May 10, 2010
President Barack Obama’s nominee for the Supreme Court, Elena Kagan, once wrote that Senate confirmation hearings for Supreme Court judicial nominees should explore a “nominee’s set of constitutional views and commitments.” By all means, let’s accommodate her and begin exploring.
We could start with the presumption, given Obama’s ideology and judicial philosophy, that any nominee he chooses will be troubling for advocates of judicial restraint and interpreting the Constitution according to its original understanding. But let’s put that aside for this little exploration.
On my initial research, a number of problematic areas have surfaced. Consider, for starters:
–She has no judicial experience and hardly any experience practicing law. She’s mainly been an academic. I confess this one bothers me less than others, for I believe an intellectually honest academic, with proper respect for the Constitution, could make a fine appellate judge.
–Kagan, as dean of Harvard Law School, joined an amicus brief in an appeal to the U.S. Court of Appeals for the 3rd Circuit and another brief to the Supreme Court challenging a congressional law that denied federal funding to universities that didn’t allow military recruiters access to their campuses. Kagan was outraged at the military because of its “don’t ask, don’t tell” policy, which banned openly homosexual men and women from the service, once calling it “a profound wrong — a moral injustice of the first order.”

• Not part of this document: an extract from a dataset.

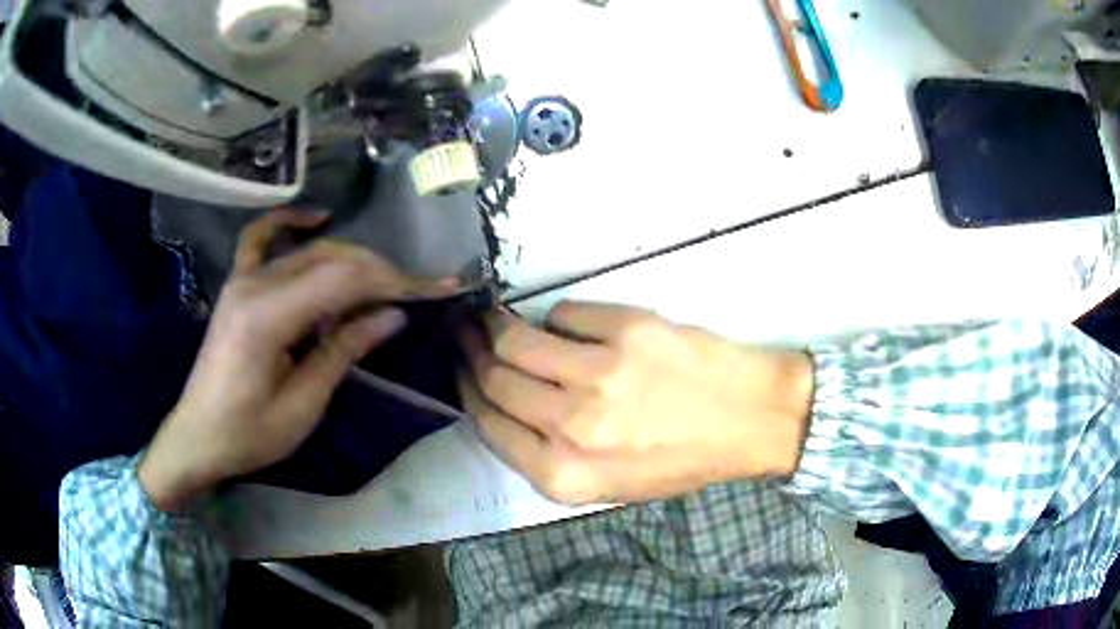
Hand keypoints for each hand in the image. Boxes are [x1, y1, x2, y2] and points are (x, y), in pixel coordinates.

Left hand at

–Kagan clerked for Justice Thurgood Marshall. Following Marshall’s death, Kagan wrote a glowing tribute to him in the Texas Law Review. Two passages from her article deserve particular scrutiny. She wrote, approvingly: “In Justice Marshall’s view, constitutional interpretation demanded, above all else, one thing from the courts: it demanded that the courts show a special solicitude for the despised or disadvantaged. It was the role of the courts, in interpreting the Constitution, to protect the people who went unprotected by every other organ of government — to safeguard the interests of people who had no other champion. The Court existed primarily to fulfill this mission.” Kagan said Marshall told her the other justices had rejected his proposal for a new Supreme Court rule: “When one corporate fat cat sues another corporate fat cat, this Court shall have no jurisdiction,” Kagan wrote. “However much some recent Justices have sniped at that vision, it remains a thing of glory.”
Like Obama and Marshall, Kagan apparently believes the court exists to protect the little guy against evil corporate America, not to interpret the Constitution and the law as written. It’s also interesting, is it not, that Marshall used the phrase “corporate fat cat” long before Obama adopted it — as part of his class warfare rhetoric — to slander financial institutions. But don’t just gloss over the leftist buzzwords “despised or disadvantaged.” What groups do they mean by “the despised”? Perhaps they mean those who don’t agree with their radical idea of unconstitutional wealth redistribution “despise” recipients of such extreme wealth transfers. Or maybe they’re implying that conservatives “despise” minorities. Don’t scoff. I’ve heard such toxicity before from leftists.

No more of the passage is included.